## Exercise details:
Images aside, return all the entries exactly.

══ Study material ══

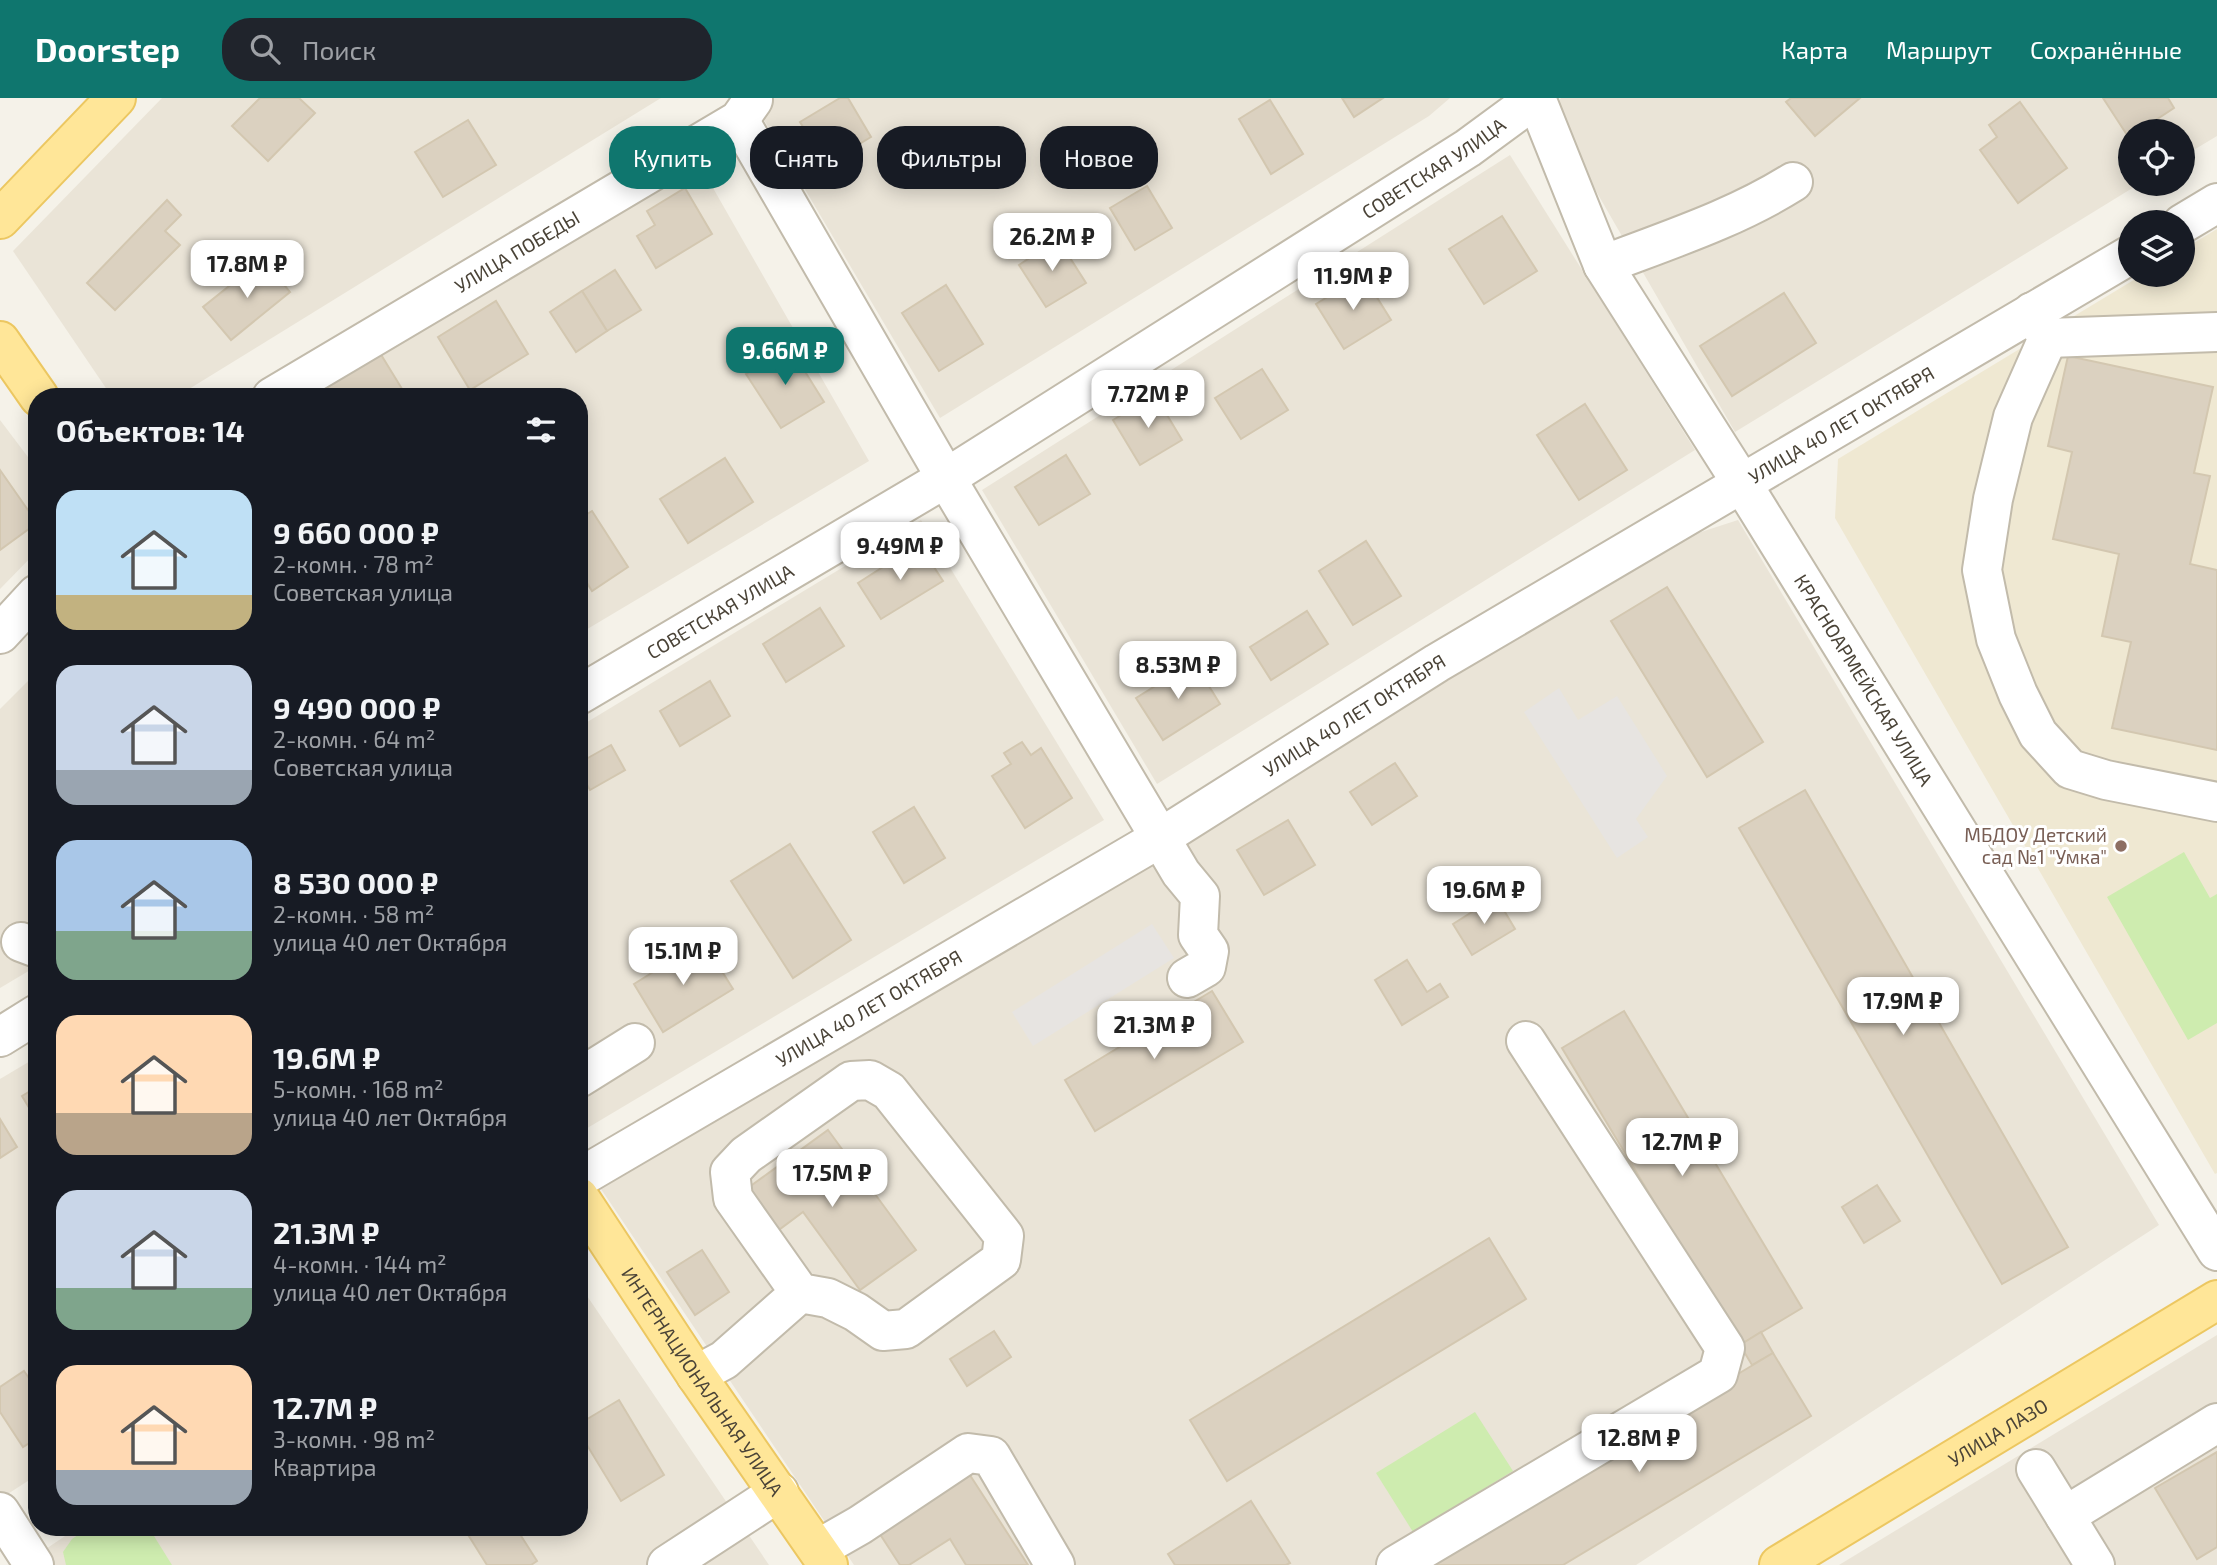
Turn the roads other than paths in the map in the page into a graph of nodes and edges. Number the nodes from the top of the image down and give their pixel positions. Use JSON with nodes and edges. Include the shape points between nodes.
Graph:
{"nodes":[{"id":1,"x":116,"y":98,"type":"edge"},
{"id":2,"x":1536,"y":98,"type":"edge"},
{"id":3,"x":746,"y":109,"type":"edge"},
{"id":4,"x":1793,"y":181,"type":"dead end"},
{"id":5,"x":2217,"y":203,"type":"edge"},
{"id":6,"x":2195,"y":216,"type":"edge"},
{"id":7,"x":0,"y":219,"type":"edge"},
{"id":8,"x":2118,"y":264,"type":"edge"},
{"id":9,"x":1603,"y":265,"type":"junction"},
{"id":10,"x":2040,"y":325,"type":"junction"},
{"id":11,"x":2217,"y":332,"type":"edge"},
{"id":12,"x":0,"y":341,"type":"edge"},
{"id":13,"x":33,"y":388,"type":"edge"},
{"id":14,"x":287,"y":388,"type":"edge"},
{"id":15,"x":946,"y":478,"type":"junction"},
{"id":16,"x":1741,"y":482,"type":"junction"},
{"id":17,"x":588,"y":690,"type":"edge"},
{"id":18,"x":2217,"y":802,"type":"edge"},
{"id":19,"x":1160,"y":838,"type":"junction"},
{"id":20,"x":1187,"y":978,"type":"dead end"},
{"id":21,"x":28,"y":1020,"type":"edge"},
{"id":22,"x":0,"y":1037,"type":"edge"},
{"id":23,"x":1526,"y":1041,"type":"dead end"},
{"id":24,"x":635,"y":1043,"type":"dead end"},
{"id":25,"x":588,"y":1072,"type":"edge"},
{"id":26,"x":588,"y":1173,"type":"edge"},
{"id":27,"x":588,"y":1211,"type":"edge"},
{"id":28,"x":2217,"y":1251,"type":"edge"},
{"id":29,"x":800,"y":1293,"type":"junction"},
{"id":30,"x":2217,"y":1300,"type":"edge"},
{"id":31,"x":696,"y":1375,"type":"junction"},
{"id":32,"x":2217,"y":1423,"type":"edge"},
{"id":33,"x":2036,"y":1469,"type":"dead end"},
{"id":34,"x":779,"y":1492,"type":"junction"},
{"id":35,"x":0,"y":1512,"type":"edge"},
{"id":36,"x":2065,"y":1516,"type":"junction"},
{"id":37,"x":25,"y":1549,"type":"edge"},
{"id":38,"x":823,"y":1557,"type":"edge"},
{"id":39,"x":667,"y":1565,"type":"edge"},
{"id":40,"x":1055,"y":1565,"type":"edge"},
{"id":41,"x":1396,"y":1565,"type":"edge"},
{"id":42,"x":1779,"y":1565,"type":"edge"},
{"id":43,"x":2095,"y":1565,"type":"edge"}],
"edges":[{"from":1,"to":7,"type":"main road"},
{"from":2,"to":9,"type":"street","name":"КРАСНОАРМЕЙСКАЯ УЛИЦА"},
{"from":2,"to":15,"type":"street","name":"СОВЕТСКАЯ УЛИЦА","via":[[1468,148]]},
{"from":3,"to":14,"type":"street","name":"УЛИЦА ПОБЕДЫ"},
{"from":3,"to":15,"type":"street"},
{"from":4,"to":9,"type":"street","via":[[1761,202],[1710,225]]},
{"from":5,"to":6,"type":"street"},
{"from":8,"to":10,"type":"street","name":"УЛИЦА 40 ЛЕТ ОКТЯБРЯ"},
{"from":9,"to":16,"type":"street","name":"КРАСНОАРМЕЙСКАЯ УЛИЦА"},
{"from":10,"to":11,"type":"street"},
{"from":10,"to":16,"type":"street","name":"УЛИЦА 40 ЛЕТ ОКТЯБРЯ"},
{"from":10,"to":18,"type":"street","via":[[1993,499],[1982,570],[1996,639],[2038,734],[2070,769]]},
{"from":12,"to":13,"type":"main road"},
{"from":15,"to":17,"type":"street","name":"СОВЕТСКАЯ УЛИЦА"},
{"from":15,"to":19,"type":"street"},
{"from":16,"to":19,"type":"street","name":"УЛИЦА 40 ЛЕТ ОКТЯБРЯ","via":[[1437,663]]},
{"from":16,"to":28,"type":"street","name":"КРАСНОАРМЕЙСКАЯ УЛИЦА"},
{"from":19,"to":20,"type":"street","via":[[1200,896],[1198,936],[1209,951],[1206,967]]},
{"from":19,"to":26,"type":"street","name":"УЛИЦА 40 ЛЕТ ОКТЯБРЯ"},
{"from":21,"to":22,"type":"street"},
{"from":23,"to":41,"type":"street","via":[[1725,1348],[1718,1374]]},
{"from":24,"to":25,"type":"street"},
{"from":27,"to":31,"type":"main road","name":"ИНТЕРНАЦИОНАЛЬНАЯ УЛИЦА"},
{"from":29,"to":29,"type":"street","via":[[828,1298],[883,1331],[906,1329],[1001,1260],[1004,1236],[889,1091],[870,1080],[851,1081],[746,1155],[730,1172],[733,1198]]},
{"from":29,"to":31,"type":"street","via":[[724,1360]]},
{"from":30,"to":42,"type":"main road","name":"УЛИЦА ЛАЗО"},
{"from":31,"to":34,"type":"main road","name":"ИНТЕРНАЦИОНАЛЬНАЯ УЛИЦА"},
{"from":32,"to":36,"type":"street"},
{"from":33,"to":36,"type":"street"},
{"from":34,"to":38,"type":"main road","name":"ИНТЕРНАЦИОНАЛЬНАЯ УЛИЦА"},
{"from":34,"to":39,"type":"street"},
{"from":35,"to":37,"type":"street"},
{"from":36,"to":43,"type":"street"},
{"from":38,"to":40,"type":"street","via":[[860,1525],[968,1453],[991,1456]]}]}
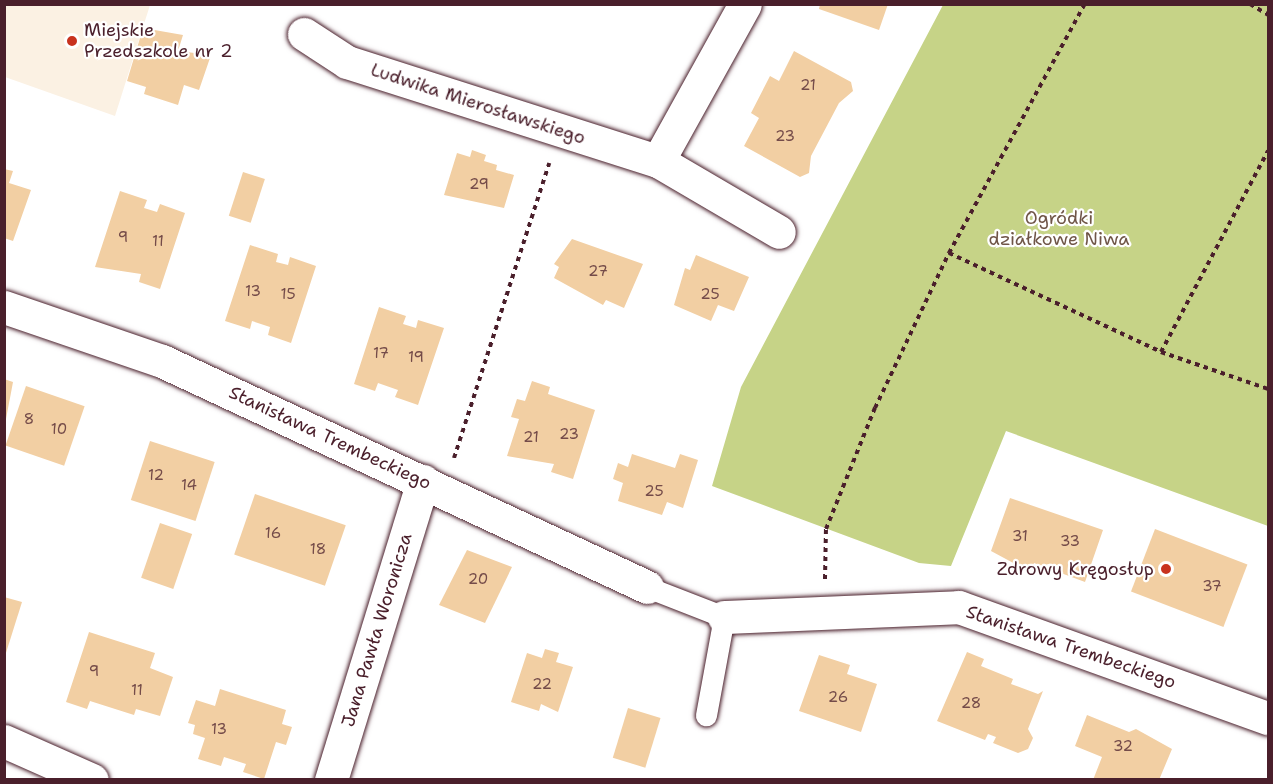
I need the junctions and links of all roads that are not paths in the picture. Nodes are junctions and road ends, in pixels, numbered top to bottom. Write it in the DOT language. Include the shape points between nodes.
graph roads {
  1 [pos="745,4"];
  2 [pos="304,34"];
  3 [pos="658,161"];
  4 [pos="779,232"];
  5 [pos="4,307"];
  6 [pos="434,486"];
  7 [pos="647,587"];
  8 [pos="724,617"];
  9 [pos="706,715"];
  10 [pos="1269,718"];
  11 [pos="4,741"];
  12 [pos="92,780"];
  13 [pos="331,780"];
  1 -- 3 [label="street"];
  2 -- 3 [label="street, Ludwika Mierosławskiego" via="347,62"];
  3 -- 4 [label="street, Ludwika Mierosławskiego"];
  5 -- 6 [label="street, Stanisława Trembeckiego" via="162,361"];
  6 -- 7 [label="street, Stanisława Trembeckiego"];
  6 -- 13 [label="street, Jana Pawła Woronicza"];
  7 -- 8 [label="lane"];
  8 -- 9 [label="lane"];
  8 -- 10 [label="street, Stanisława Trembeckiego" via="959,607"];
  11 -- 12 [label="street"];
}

═══

## Reply to the exercise:
Turn the roads other than paths in the map in the page into a graph of nodes and edges. Number the nodes from the top of the image down and give their pixel positions. Use JSON with nodes and edges. Include the shape points between nodes.
Graph:
{"nodes":[{"id":1,"x":116,"y":98,"type":"edge"},
{"id":2,"x":1536,"y":98,"type":"edge"},
{"id":3,"x":746,"y":109,"type":"edge"},
{"id":4,"x":1793,"y":181,"type":"dead end"},
{"id":5,"x":2217,"y":203,"type":"edge"},
{"id":6,"x":2195,"y":216,"type":"edge"},
{"id":7,"x":0,"y":219,"type":"edge"},
{"id":8,"x":2118,"y":264,"type":"edge"},
{"id":9,"x":1603,"y":265,"type":"junction"},
{"id":10,"x":2040,"y":325,"type":"junction"},
{"id":11,"x":2217,"y":332,"type":"edge"},
{"id":12,"x":0,"y":341,"type":"edge"},
{"id":13,"x":33,"y":388,"type":"edge"},
{"id":14,"x":287,"y":388,"type":"edge"},
{"id":15,"x":946,"y":478,"type":"junction"},
{"id":16,"x":1741,"y":482,"type":"junction"},
{"id":17,"x":588,"y":690,"type":"edge"},
{"id":18,"x":2217,"y":802,"type":"edge"},
{"id":19,"x":1160,"y":838,"type":"junction"},
{"id":20,"x":1187,"y":978,"type":"dead end"},
{"id":21,"x":28,"y":1020,"type":"edge"},
{"id":22,"x":0,"y":1037,"type":"edge"},
{"id":23,"x":1526,"y":1041,"type":"dead end"},
{"id":24,"x":635,"y":1043,"type":"dead end"},
{"id":25,"x":588,"y":1072,"type":"edge"},
{"id":26,"x":588,"y":1173,"type":"edge"},
{"id":27,"x":588,"y":1211,"type":"edge"},
{"id":28,"x":2217,"y":1251,"type":"edge"},
{"id":29,"x":800,"y":1293,"type":"junction"},
{"id":30,"x":2217,"y":1300,"type":"edge"},
{"id":31,"x":696,"y":1375,"type":"junction"},
{"id":32,"x":2217,"y":1423,"type":"edge"},
{"id":33,"x":2036,"y":1469,"type":"dead end"},
{"id":34,"x":779,"y":1492,"type":"junction"},
{"id":35,"x":0,"y":1512,"type":"edge"},
{"id":36,"x":2065,"y":1516,"type":"junction"},
{"id":37,"x":25,"y":1549,"type":"edge"},
{"id":38,"x":823,"y":1557,"type":"edge"},
{"id":39,"x":667,"y":1565,"type":"edge"},
{"id":40,"x":1055,"y":1565,"type":"edge"},
{"id":41,"x":1396,"y":1565,"type":"edge"},
{"id":42,"x":1779,"y":1565,"type":"edge"},
{"id":43,"x":2095,"y":1565,"type":"edge"}],
"edges":[{"from":1,"to":7,"type":"main road"},
{"from":2,"to":9,"type":"street","name":"КРАСНОАРМЕЙСКАЯ УЛИЦА"},
{"from":2,"to":15,"type":"street","name":"СОВЕТСКАЯ УЛИЦА","via":[[1468,148]]},
{"from":3,"to":14,"type":"street","name":"УЛИЦА ПОБЕДЫ"},
{"from":3,"to":15,"type":"street"},
{"from":4,"to":9,"type":"street","via":[[1761,202],[1710,225]]},
{"from":5,"to":6,"type":"street"},
{"from":8,"to":10,"type":"street","name":"УЛИЦА 40 ЛЕТ ОКТЯБРЯ"},
{"from":9,"to":16,"type":"street","name":"КРАСНОАРМЕЙСКАЯ УЛИЦА"},
{"from":10,"to":11,"type":"street"},
{"from":10,"to":16,"type":"street","name":"УЛИЦА 40 ЛЕТ ОКТЯБРЯ"},
{"from":10,"to":18,"type":"street","via":[[1993,499],[1982,570],[1996,639],[2038,734],[2070,769]]},
{"from":12,"to":13,"type":"main road"},
{"from":15,"to":17,"type":"street","name":"СОВЕТСКАЯ УЛИЦА"},
{"from":15,"to":19,"type":"street"},
{"from":16,"to":19,"type":"street","name":"УЛИЦА 40 ЛЕТ ОКТЯБРЯ","via":[[1437,663]]},
{"from":16,"to":28,"type":"street","name":"КРАСНОАРМЕЙСКАЯ УЛИЦА"},
{"from":19,"to":20,"type":"street","via":[[1200,896],[1198,936],[1209,951],[1206,967]]},
{"from":19,"to":26,"type":"street","name":"УЛИЦА 40 ЛЕТ ОКТЯБРЯ"},
{"from":21,"to":22,"type":"street"},
{"from":23,"to":41,"type":"street","via":[[1725,1348],[1718,1374]]},
{"from":24,"to":25,"type":"street"},
{"from":27,"to":31,"type":"main road","name":"ИНТЕРНАЦИОНАЛЬНАЯ УЛИЦА"},
{"from":29,"to":29,"type":"street","via":[[828,1298],[883,1331],[906,1329],[1001,1260],[1004,1236],[889,1091],[870,1080],[851,1081],[746,1155],[730,1172],[733,1198]]},
{"from":29,"to":31,"type":"street","via":[[724,1360]]},
{"from":30,"to":42,"type":"main road","name":"УЛИЦА ЛАЗО"},
{"from":31,"to":34,"type":"main road","name":"ИНТЕРНАЦИОНАЛЬНАЯ УЛИЦА"},
{"from":32,"to":36,"type":"street"},
{"from":33,"to":36,"type":"street"},
{"from":34,"to":38,"type":"main road","name":"ИНТЕРНАЦИОНАЛЬНАЯ УЛИЦА"},
{"from":34,"to":39,"type":"street"},
{"from":35,"to":37,"type":"street"},
{"from":36,"to":43,"type":"street"},
{"from":38,"to":40,"type":"street","via":[[860,1525],[968,1453],[991,1456]]}]}
I need the junctions and links of all roads that are not paths in the picture. Nodes are junctions and road ends, in pixels, numbered top to bottom. Write it in the DOT language. Include the shape points between nodes.
graph roads {
  1 [pos="745,4"];
  2 [pos="304,34"];
  3 [pos="658,161"];
  4 [pos="779,232"];
  5 [pos="4,307"];
  6 [pos="434,486"];
  7 [pos="647,587"];
  8 [pos="724,617"];
  9 [pos="706,715"];
  10 [pos="1269,718"];
  11 [pos="4,741"];
  12 [pos="92,780"];
  13 [pos="331,780"];
  1 -- 3 [label="street"];
  2 -- 3 [label="street, Ludwika Mierosławskiego" via="347,62"];
  3 -- 4 [label="street, Ludwika Mierosławskiego"];
  5 -- 6 [label="street, Stanisława Trembeckiego" via="162,361"];
  6 -- 7 [label="street, Stanisława Trembeckiego"];
  6 -- 13 [label="street, Jana Pawła Woronicza"];
  7 -- 8 [label="lane"];
  8 -- 9 [label="lane"];
  8 -- 10 [label="street, Stanisława Trembeckiego" via="959,607"];
  11 -- 12 [label="street"];
}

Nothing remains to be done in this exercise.